TASK ITEM
The answer must consist of every line in the records that contains the word "where".

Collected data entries
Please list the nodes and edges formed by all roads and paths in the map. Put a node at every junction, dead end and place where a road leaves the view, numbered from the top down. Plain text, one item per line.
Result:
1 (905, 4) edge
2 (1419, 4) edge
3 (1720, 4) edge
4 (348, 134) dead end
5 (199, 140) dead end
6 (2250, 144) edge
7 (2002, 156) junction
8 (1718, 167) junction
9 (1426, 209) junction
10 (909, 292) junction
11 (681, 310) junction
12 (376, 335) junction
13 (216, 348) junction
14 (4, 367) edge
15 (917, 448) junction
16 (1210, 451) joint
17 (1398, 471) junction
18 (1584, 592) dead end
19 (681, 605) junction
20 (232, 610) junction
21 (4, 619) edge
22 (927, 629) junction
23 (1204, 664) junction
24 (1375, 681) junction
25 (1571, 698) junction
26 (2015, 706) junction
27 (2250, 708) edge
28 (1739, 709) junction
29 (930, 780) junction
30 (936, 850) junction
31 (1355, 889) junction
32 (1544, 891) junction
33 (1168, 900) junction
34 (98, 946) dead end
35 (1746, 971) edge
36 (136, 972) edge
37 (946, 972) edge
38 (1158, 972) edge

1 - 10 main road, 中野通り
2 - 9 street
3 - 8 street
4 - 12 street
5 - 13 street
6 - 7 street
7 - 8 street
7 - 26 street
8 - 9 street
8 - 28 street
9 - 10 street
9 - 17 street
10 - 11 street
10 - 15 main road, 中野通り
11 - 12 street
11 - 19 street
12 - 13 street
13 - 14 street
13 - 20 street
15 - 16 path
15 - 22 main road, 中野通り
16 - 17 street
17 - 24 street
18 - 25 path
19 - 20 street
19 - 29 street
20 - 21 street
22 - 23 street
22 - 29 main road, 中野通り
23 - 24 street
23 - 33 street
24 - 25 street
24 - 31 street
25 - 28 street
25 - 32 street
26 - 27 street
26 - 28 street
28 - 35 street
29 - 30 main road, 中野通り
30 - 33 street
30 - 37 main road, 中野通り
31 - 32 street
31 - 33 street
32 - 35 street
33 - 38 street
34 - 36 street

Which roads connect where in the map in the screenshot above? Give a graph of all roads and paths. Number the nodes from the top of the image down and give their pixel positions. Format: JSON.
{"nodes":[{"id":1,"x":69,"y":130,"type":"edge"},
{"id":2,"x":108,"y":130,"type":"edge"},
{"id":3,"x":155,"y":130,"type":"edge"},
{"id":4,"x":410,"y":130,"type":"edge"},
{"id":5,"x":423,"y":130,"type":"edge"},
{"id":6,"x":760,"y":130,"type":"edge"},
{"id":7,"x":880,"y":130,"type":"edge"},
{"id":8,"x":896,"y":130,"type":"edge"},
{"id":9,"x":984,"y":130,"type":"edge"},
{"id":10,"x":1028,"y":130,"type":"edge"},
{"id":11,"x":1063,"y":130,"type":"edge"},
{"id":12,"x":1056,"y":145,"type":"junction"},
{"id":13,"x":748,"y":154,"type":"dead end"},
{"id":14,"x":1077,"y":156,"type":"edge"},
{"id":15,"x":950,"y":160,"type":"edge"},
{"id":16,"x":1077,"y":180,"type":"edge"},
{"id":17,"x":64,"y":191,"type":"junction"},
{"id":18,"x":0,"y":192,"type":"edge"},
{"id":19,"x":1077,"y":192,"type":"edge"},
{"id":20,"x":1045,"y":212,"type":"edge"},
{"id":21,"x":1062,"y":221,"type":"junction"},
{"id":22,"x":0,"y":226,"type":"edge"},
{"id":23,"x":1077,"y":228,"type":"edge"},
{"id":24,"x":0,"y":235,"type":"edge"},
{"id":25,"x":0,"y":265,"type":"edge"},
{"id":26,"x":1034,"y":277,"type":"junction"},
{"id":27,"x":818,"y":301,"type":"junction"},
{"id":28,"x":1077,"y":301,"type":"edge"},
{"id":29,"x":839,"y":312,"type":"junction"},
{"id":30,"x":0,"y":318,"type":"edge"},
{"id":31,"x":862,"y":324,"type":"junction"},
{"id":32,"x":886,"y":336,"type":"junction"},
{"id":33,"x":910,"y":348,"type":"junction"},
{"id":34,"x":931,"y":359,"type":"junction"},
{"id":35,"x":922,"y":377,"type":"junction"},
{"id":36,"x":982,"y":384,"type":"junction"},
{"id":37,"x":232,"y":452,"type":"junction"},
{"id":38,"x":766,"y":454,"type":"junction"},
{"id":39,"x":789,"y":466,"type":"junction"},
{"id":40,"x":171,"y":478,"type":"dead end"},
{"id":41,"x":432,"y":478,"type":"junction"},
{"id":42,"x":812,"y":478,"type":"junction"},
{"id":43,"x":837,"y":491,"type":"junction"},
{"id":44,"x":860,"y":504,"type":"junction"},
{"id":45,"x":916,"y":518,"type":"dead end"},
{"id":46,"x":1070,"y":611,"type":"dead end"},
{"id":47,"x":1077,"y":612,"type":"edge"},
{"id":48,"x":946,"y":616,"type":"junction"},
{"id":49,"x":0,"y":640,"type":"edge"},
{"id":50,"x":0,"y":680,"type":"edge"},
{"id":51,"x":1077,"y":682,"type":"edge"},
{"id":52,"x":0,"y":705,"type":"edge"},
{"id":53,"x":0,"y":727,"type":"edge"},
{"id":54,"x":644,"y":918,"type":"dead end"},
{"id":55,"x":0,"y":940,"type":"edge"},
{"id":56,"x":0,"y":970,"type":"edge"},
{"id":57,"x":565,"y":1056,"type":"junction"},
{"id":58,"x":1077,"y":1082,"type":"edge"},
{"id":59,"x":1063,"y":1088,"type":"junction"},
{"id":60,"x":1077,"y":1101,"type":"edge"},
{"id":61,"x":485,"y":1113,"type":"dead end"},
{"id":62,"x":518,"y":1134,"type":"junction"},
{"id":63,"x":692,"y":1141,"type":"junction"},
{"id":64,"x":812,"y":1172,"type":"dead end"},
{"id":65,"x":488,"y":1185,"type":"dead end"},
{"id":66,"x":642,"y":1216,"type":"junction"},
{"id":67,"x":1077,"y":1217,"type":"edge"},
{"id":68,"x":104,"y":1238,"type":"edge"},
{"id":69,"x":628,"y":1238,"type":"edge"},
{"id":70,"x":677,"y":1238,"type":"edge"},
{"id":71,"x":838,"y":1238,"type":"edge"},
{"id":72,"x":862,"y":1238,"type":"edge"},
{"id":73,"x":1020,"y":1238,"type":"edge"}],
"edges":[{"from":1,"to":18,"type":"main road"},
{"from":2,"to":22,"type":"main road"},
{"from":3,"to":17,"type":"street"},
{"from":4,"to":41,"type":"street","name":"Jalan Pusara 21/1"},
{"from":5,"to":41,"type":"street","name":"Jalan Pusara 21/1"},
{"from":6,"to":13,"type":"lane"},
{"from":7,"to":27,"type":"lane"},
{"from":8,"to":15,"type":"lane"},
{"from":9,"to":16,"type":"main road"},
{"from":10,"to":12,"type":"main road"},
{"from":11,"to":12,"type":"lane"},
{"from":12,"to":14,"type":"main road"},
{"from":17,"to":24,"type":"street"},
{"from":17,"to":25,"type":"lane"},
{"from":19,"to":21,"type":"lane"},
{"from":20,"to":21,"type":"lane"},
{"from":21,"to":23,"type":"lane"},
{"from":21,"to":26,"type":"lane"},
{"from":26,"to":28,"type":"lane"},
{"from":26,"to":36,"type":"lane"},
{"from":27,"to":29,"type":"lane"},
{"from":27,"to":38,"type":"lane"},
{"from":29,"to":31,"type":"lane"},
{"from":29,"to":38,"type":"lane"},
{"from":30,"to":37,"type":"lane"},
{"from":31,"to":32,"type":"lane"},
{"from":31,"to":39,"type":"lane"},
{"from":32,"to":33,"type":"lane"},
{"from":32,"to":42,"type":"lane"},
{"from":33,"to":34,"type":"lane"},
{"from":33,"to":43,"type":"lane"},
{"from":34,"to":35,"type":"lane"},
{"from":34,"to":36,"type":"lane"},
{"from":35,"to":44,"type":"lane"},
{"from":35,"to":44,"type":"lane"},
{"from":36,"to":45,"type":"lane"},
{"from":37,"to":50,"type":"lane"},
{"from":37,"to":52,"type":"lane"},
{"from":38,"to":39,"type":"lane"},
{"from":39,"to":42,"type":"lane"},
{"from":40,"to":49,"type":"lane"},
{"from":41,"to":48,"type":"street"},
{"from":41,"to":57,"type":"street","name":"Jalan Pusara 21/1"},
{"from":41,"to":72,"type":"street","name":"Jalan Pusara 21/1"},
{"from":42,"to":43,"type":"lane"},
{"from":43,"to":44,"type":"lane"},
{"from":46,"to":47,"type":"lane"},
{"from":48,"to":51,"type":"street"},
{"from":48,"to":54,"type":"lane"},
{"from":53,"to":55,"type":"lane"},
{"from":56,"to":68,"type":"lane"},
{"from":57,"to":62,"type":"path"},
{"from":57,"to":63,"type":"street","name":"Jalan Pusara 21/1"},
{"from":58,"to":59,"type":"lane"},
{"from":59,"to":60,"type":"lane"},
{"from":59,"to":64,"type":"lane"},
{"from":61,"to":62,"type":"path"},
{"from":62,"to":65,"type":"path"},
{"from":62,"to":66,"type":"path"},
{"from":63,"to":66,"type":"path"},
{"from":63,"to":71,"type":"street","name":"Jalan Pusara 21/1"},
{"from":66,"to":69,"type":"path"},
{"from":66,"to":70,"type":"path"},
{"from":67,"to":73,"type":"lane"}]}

ANSWER SPACE
Please list the nodes and edges formed by all roads and paths in the map. Put a node at every junction, dead end and place where a road leaves the view, numbered from the top down. Plain text, one item per line.
Which roads connect where in the map in the screenshot above? Give a graph of all roads and paths. Number the nodes from the top of the image down and give their pixel positions. Format: JSON.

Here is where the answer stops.